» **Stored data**
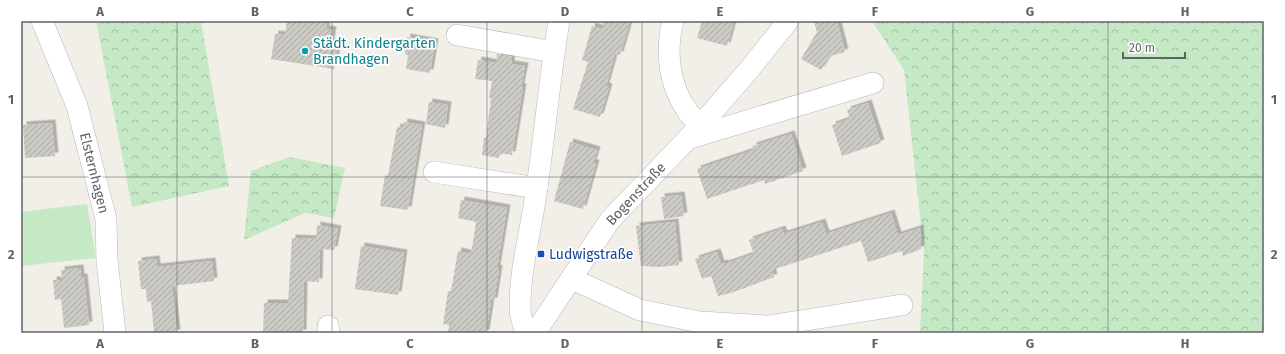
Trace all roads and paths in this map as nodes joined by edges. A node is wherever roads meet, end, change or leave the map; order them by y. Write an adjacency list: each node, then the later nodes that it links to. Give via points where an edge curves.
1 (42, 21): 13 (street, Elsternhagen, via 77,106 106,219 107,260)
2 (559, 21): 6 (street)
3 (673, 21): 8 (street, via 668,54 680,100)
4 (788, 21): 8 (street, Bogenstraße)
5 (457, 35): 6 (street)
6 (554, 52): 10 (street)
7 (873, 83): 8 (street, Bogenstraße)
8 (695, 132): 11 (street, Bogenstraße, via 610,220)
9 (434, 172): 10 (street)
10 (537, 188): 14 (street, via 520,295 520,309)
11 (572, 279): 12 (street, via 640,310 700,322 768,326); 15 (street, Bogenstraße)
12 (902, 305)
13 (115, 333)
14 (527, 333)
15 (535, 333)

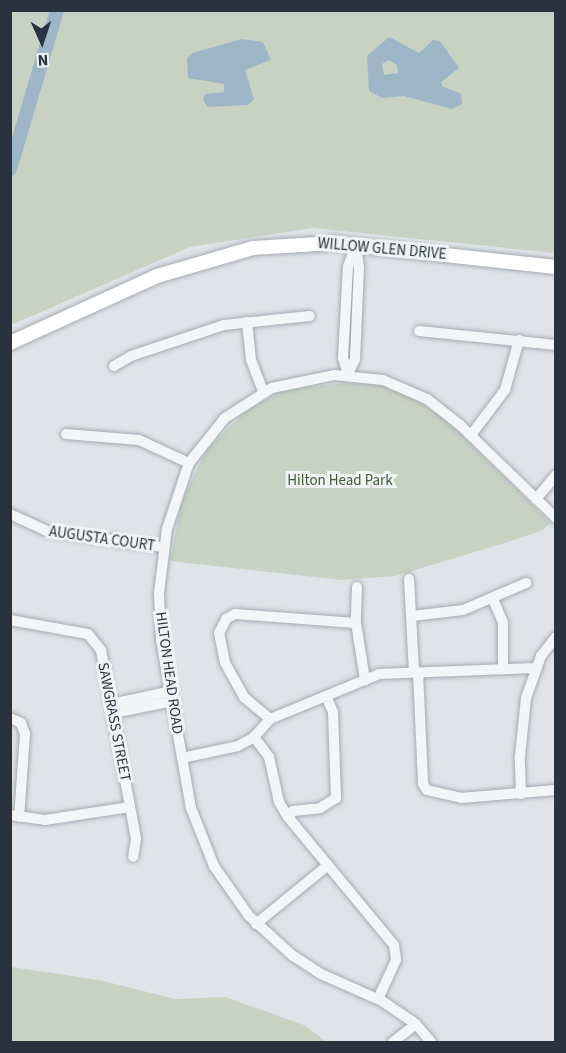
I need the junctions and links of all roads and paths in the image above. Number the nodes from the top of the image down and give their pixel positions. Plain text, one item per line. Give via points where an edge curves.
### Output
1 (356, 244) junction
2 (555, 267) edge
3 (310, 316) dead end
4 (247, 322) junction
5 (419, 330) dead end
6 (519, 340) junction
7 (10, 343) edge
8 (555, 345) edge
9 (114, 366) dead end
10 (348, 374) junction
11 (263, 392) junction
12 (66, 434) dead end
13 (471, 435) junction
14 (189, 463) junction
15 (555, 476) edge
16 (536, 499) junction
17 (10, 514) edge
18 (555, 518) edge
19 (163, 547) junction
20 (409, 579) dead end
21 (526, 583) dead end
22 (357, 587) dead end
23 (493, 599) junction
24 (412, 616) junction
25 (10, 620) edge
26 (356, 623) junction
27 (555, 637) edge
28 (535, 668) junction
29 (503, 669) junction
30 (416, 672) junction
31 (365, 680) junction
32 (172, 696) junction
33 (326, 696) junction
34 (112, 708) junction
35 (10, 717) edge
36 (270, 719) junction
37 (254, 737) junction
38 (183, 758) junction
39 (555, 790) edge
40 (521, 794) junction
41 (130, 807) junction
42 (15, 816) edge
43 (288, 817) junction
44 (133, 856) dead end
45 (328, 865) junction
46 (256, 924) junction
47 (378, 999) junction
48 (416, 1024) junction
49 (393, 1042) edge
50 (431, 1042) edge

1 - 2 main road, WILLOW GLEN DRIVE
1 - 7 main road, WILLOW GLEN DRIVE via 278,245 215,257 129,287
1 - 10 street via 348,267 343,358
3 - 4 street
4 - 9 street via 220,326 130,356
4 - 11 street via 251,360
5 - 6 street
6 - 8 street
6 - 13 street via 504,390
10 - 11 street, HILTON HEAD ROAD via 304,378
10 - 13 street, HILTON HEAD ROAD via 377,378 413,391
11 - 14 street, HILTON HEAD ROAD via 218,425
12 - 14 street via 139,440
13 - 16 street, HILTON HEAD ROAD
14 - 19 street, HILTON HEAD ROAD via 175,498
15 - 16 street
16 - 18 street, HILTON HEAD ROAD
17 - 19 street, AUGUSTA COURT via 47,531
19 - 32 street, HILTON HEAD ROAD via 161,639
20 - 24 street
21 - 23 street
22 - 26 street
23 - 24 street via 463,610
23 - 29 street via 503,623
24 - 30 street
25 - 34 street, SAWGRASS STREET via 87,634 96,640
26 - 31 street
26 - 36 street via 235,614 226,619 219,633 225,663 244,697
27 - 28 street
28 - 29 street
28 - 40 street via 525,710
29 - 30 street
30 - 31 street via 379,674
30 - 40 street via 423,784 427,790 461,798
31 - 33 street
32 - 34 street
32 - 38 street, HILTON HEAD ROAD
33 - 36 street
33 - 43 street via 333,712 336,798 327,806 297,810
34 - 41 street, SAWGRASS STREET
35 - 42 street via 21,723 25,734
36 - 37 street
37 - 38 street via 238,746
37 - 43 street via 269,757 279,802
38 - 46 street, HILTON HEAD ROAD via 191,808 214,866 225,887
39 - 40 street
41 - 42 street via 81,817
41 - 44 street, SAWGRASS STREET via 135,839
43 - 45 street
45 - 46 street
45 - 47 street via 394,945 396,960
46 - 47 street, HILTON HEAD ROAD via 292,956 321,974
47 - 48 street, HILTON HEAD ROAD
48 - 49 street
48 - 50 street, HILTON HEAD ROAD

» **EXERCISE AIM**
Check each line of the records above, and copy those that hold the word "paths".

» **YOUR RESPONSE**
Trace all roads and paths in this map as nodes joined by edges. A node is wherever roads meet, end, change or leave the map; order them by y. Write an adjacency list: each node, then the later nodes that it links to. Give via points where an edge curves.
I need the junctions and links of all roads and paths in the image above. Number the nodes from the top of the image down and give their pixel positions. Plain text, one item per line. Give via points where an edge curves.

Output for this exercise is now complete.